ENTREPRISES & STRATÉGIES — Artisanat

Réglementation européenne

Nouvelles encres: un répit informel pour les tatoueurs



Une centaine de tatoueurs exercent dans 60 salons au Luxembourg. (Photo: Faton Agolli/Archives)

Une centaine de tatoueurs exercent dans 60 salons au Luxembourg. (Photo: Faton Agolli/Archives)

Les tatoueurs doivent respecter depuis le 4 janvier la réglementation européenne Reach qui interdit l’utilisation de certaines encres considérées comme dangereuses. L’Administration de l’environnement va se montrer tolérante à l’égard d’une mesure difficile à appliquer et retarder les contrôles.

4.000 substances chimiques désormais considérées comme dangereuses supprimées, un étiquetage plus strict… La réglementation européenne Reach interdit, depuis mardi 4 janvier 2022, certaines encres utilisées pour les tatouages ou maquillages permanents. Au lendemain de son entrée en vigueur, le règlement semble difficile à appliquer.
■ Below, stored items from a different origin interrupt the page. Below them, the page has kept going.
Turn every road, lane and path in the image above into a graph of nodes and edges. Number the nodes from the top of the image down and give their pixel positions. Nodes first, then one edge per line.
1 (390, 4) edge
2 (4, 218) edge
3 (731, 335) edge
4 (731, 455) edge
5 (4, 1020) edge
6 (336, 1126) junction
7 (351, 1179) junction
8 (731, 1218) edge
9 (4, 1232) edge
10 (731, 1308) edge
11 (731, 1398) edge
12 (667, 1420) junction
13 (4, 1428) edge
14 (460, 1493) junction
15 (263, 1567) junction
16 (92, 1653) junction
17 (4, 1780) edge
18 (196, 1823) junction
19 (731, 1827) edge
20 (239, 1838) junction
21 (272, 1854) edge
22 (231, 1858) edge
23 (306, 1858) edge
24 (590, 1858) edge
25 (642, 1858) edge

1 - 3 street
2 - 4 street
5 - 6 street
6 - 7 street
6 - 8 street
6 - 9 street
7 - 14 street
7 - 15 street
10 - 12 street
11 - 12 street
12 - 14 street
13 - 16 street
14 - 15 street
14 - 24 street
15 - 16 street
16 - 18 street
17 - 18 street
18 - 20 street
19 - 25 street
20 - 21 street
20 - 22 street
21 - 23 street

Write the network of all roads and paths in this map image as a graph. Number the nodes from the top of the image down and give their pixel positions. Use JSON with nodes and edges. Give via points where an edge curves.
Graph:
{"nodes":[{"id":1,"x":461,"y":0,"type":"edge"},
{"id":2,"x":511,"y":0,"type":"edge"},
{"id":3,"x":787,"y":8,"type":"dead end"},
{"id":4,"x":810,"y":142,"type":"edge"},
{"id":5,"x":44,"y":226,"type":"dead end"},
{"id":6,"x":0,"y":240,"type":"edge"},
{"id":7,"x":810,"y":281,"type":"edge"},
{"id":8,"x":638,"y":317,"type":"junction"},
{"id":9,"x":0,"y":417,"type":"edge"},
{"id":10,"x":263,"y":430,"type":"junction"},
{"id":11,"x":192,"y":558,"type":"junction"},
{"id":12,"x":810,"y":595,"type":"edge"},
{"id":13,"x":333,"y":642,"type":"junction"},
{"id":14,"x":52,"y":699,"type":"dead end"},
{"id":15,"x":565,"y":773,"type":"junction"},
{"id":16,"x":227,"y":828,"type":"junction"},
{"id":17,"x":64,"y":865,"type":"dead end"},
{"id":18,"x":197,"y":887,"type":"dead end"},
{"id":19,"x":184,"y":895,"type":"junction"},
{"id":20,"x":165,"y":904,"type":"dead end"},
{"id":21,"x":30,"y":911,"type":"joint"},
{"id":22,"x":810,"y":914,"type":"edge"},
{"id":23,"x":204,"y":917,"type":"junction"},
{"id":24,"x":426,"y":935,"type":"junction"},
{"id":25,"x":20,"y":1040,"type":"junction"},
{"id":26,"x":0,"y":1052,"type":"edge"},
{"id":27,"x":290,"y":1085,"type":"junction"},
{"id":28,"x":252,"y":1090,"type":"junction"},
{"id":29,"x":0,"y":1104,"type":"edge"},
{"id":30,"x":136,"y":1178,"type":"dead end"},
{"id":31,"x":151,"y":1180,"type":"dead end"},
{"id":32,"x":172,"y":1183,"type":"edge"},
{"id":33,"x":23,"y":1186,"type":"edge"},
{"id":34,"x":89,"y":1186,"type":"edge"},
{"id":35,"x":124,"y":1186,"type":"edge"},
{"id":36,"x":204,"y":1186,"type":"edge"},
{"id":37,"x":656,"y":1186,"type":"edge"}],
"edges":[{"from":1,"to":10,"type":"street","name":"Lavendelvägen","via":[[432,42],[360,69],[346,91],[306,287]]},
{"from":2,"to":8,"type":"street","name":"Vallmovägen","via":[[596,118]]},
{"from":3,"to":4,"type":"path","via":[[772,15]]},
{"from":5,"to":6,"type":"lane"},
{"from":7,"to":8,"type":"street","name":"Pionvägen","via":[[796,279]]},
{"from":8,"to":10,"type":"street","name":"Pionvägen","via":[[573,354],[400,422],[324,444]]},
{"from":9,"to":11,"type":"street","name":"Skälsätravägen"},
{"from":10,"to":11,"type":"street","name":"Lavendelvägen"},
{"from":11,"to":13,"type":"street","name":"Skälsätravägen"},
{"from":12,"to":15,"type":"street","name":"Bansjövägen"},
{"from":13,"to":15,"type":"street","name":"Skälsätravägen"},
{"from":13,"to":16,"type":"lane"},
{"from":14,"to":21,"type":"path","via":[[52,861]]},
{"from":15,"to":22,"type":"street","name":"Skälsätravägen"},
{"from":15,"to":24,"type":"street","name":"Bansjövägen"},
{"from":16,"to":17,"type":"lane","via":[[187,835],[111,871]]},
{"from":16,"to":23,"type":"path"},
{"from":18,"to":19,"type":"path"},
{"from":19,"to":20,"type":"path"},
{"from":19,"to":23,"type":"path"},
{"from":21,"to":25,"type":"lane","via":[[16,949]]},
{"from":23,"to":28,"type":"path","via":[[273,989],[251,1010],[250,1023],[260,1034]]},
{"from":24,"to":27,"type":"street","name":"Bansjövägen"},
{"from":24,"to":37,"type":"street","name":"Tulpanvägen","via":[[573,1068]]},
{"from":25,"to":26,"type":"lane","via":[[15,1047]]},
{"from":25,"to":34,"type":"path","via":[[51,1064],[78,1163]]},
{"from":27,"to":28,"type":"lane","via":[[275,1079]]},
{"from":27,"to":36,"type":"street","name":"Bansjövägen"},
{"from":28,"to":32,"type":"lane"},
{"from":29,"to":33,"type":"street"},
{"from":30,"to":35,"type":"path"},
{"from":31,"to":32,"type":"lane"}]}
«Les producteurs avaient deux ans pour s’adapter et développer de nouvelles encres, mais pour finir, personne n’est prêt», témoigne Marion Pierre Thill, vice-président de la Confédération Hair Beauty and Tattoo Guild asbl.

Il y a bien quelques sociétés qui ont créé des encres conformes, puisque les fournisseurs européens doivent eux aussi s’adapter à cette réglementation, qui concerne aussi bien les ventes que les stocks. Mais leurs produits sont «déjà en rupture de stock», selon Marion Pierre Thill.

C’est un peu du n’importe quoi.

Marion Pierre Thill,  vice-président,  Confédération Hair Beauty and Tattoo Guild asbl

Pas de contrôle pour l’instant, mais pas de date précise

Conséquence: «Nous n’avons pas d’autre choix que de continuer à travailler avec nos anciennes encres, sinon il faut fermer la boutique», admet M. Thill. Qui estime à environ une centaine le nombre de tatoueurs travaillant dans 60 salons au Luxembourg.

Heureusement pour eux, l’Administration de l’environnement, en charge des contrôles, compte leur laisser du temps. «Nous avons indiqué que nous n’allons pas effectuer tout de suite des contrôles en 2022», déclare-t-elle à Paperjam. «Cependant, nous n’allons pas communiquer une date précise. Nous comprenons la situation difficile actuelle du secteur, mais nous avons aussi une obligation légale existante qui nous oblige à procéder à des contrôles. Il serait donc opportun que chacun se mette en règle le plus vite possible.»

Même une fois que les encres aux normes seront disponibles, certains craignent la disparition de plusieurs couleurs. Des pigments seront interdits à partir de janvier 2023 et des tatoueurs s’inquiètent notamment du bleu et du vert, pour lesquels une alternative pourrait être compliquée à trouver.

«Difficile à dire», commente Marion Pierre Thill. Il note surtout des conservateurs qui sont supprimés des encres. «Au lieu d’un an, la durée d’utilisation après ouverture passerait à cinq mois. Il faudra acheter en plus petite quantité et plus souvent. Si ce n’est que ça, nous n’avons pas de problème. Nous aimons travailler avec des produits sains et de bonne qualité.»

Il ne comprend cependant pas l’intérêt des nouvelles restrictions et doute des affirmations de l’Union européenne, qui a considéré, à la suite d’études, que certaines substances chimiques contenues dans les encres pouvaient provoquer, en plus d’allergies cutanées, des mutations génétiques et des cancers. «La réglementation ne tient pas la route, c’est un peu du n’importe quoi», résume-t-il.

Refaire les stocks

Le vice-président de la confédération des tatoueurs s’attend aussi à ce que les nouvelles encres coûtent plus cher. «Il faudra racheter tout son stock», ajoute-t-il. Il craint aussi le fait que «beaucoup de sociétés moins grandes n’ont pas le budget pour développer de nouvelles gammes».

Il a cependant moins d’appréhension en ce qui concerne la concurrence des tatoueurs étrangers, soumis aux mêmes règles que ceux luxembourgeois lorsqu’ils participent à des salons internationaux sur le territoire. Il devine plutôt une recrudescence du tatouage clandestin. «Certains vont essayer de se procurer sur internet des encres hors de l’Union européenne et tatouer dans leur cave ou au noir.»

Sachant que ces règles obligent déjà, d’une certaine façon, à «travailler dans la clandestinité» depuis le 4 janvier.

Après publication de l’article, l’Administration de l’Environnement a tenu à préciser qu’elle n’allait pas effectuer de contrôles début 2022, mais que cela ne voulait pas dire qu’elle n’allait pas effectuer de contrôles du tout au cours de l’année.